Exercise prompt: Look through the data and write out every line with the word "South" in it.

Working data:
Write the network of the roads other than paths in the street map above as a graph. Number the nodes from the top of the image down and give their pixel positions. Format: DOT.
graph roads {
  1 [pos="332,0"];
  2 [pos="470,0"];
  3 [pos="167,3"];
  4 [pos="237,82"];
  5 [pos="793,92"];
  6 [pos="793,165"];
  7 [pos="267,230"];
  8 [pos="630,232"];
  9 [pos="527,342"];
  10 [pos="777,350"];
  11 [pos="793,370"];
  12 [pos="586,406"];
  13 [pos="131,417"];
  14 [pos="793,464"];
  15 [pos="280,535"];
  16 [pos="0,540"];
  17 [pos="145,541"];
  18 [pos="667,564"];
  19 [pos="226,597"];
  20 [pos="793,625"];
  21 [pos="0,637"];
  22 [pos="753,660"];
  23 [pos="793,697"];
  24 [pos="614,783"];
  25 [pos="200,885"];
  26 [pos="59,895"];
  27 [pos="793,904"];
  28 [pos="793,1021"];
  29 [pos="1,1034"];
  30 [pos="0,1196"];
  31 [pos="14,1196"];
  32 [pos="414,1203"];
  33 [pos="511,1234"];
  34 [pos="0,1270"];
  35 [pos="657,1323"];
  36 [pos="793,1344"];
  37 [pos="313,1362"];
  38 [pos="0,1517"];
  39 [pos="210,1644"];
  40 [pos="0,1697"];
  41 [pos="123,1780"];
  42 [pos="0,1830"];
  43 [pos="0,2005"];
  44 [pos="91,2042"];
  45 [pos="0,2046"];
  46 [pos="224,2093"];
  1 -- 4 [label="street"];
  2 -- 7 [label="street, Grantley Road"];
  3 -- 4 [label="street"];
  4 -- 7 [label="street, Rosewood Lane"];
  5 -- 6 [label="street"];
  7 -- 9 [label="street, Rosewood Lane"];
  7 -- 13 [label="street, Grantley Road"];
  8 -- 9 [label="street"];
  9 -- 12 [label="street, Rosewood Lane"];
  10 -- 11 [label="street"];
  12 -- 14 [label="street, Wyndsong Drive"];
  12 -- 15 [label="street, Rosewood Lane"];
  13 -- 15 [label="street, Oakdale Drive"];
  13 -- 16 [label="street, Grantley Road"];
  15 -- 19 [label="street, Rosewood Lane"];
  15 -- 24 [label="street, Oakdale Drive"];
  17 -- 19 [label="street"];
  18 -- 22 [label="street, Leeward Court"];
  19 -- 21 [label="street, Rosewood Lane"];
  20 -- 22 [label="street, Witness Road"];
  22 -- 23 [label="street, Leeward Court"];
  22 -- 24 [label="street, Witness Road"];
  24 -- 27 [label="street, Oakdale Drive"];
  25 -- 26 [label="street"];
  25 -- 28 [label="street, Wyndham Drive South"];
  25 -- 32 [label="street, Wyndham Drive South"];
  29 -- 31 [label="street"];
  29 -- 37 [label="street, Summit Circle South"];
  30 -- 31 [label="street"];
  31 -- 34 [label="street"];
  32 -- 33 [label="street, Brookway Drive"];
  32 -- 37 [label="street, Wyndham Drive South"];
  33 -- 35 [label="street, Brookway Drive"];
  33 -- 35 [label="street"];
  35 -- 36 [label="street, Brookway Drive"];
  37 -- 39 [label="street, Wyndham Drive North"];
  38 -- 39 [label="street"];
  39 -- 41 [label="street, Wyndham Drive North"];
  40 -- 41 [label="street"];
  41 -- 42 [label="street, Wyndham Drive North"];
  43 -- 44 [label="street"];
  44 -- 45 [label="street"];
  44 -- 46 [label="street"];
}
--
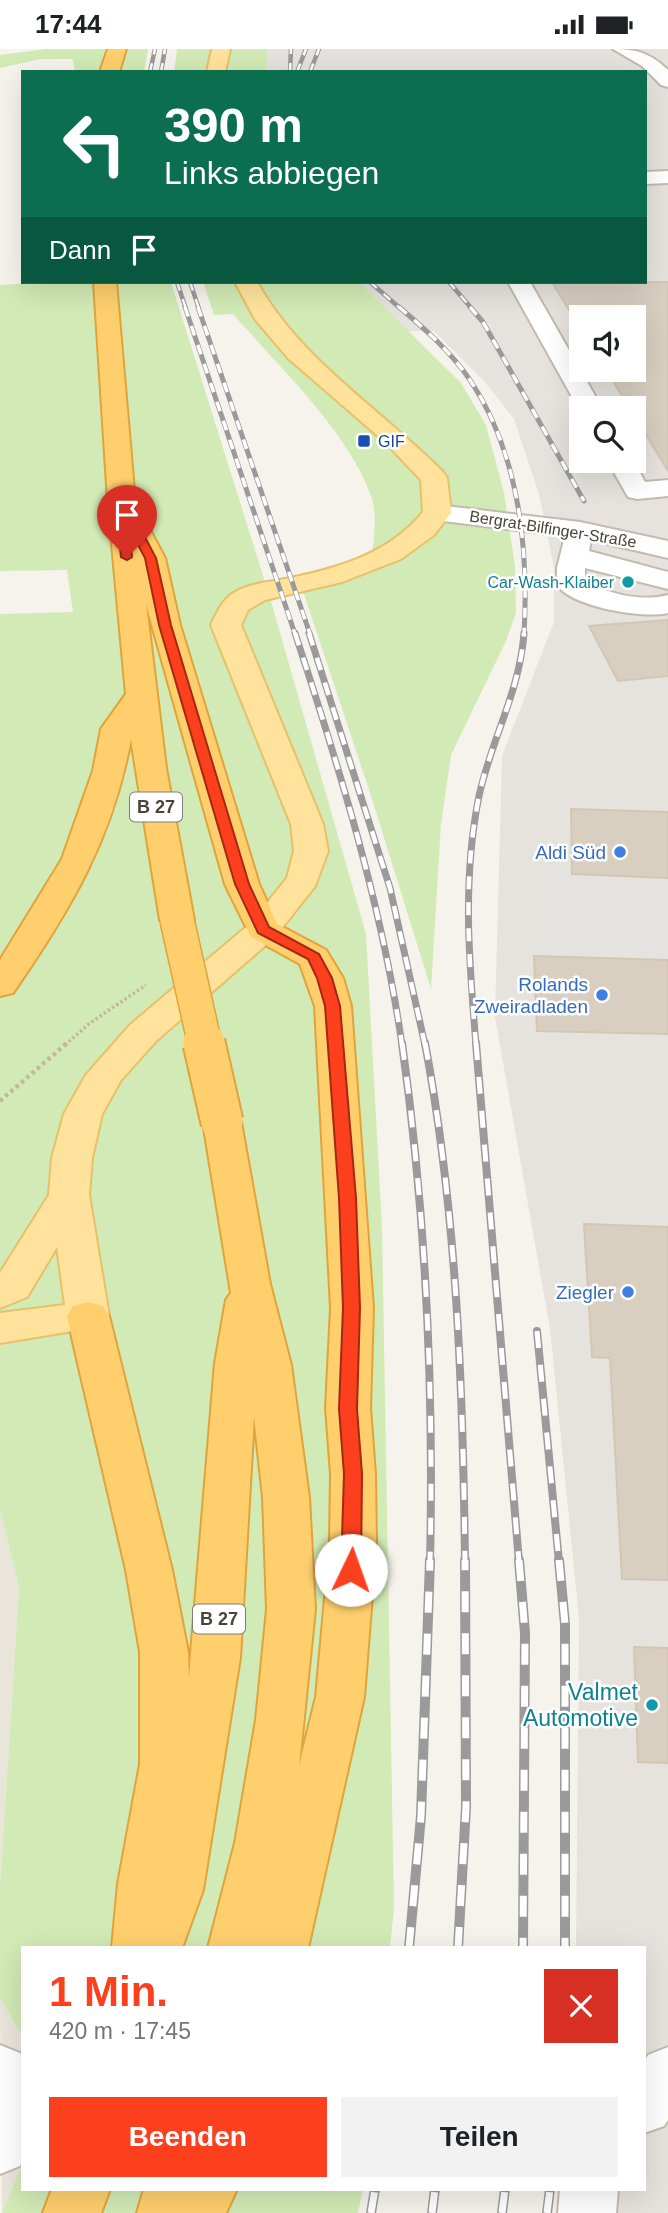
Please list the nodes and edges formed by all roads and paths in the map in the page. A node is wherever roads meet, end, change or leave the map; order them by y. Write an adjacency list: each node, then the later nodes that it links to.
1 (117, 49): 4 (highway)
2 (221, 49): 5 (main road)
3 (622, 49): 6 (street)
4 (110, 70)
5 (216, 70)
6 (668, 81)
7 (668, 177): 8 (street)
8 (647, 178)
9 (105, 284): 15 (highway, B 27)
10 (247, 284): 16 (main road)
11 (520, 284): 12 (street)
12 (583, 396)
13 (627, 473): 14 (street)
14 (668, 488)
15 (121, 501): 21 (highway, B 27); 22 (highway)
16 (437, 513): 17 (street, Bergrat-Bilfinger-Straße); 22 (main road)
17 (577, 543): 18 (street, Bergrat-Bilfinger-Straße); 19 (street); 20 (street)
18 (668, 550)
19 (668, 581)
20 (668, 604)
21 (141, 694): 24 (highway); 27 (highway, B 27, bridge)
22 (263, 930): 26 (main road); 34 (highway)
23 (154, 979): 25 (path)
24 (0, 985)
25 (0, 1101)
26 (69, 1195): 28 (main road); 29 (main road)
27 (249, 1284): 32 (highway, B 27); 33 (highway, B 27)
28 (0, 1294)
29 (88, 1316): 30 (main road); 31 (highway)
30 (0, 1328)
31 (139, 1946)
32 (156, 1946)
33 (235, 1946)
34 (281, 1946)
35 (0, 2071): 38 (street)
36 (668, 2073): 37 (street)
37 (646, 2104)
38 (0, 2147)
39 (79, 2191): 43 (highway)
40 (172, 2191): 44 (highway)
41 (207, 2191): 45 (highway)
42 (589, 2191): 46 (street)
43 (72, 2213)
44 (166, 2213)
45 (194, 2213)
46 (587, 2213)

Task response:
  25 -- 28 [label="street, Wyndham Drive South"];
  25 -- 32 [label="street, Wyndham Drive South"];
  29 -- 37 [label="street, Summit Circle South"];
  32 -- 37 [label="street, Wyndham Drive South"];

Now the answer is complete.